- Directions for this task
Hand back each record exactly as you find it.

- Stored items
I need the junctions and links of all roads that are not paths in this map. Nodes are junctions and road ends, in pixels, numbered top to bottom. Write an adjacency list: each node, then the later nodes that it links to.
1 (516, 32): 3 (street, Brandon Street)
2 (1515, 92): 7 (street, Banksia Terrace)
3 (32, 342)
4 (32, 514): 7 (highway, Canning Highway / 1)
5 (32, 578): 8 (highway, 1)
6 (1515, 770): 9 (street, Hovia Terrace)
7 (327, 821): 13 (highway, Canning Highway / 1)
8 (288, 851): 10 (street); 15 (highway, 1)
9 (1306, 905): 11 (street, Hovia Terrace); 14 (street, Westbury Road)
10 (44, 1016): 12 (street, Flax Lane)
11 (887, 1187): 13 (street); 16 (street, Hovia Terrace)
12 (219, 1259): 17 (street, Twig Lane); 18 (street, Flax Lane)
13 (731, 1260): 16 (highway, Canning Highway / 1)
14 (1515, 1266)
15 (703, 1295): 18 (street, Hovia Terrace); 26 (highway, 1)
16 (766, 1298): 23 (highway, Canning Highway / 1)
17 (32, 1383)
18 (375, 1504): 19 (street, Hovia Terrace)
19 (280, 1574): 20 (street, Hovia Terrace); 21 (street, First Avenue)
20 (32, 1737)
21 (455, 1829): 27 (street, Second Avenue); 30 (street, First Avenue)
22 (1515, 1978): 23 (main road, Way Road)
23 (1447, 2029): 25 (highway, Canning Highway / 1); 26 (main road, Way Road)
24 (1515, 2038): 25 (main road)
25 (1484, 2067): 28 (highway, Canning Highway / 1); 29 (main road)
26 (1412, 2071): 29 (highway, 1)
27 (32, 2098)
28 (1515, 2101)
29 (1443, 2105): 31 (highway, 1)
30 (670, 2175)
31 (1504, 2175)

- Answer below
I need the junctions and links of all roads that are not paths in this map. Nodes are junctions and road ends, in pixels, numbered top to bottom. Write an adjacency list: each node, then the later nodes that it links to.
1 (516, 32): 3 (street, Brandon Street)
2 (1515, 92): 7 (street, Banksia Terrace)
3 (32, 342)
4 (32, 514): 7 (highway, Canning Highway / 1)
5 (32, 578): 8 (highway, 1)
6 (1515, 770): 9 (street, Hovia Terrace)
7 (327, 821): 13 (highway, Canning Highway / 1)
8 (288, 851): 10 (street); 15 (highway, 1)
9 (1306, 905): 11 (street, Hovia Terrace); 14 (street, Westbury Road)
10 (44, 1016): 12 (street, Flax Lane)
11 (887, 1187): 13 (street); 16 (street, Hovia Terrace)
12 (219, 1259): 17 (street, Twig Lane); 18 (street, Flax Lane)
13 (731, 1260): 16 (highway, Canning Highway / 1)
14 (1515, 1266)
15 (703, 1295): 18 (street, Hovia Terrace); 26 (highway, 1)
16 (766, 1298): 23 (highway, Canning Highway / 1)
17 (32, 1383)
18 (375, 1504): 19 (street, Hovia Terrace)
19 (280, 1574): 20 (street, Hovia Terrace); 21 (street, First Avenue)
20 (32, 1737)
21 (455, 1829): 27 (street, Second Avenue); 30 (street, First Avenue)
22 (1515, 1978): 23 (main road, Way Road)
23 (1447, 2029): 25 (highway, Canning Highway / 1); 26 (main road, Way Road)
24 (1515, 2038): 25 (main road)
25 (1484, 2067): 28 (highway, Canning Highway / 1); 29 (main road)
26 (1412, 2071): 29 (highway, 1)
27 (32, 2098)
28 (1515, 2101)
29 (1443, 2105): 31 (highway, 1)
30 (670, 2175)
31 (1504, 2175)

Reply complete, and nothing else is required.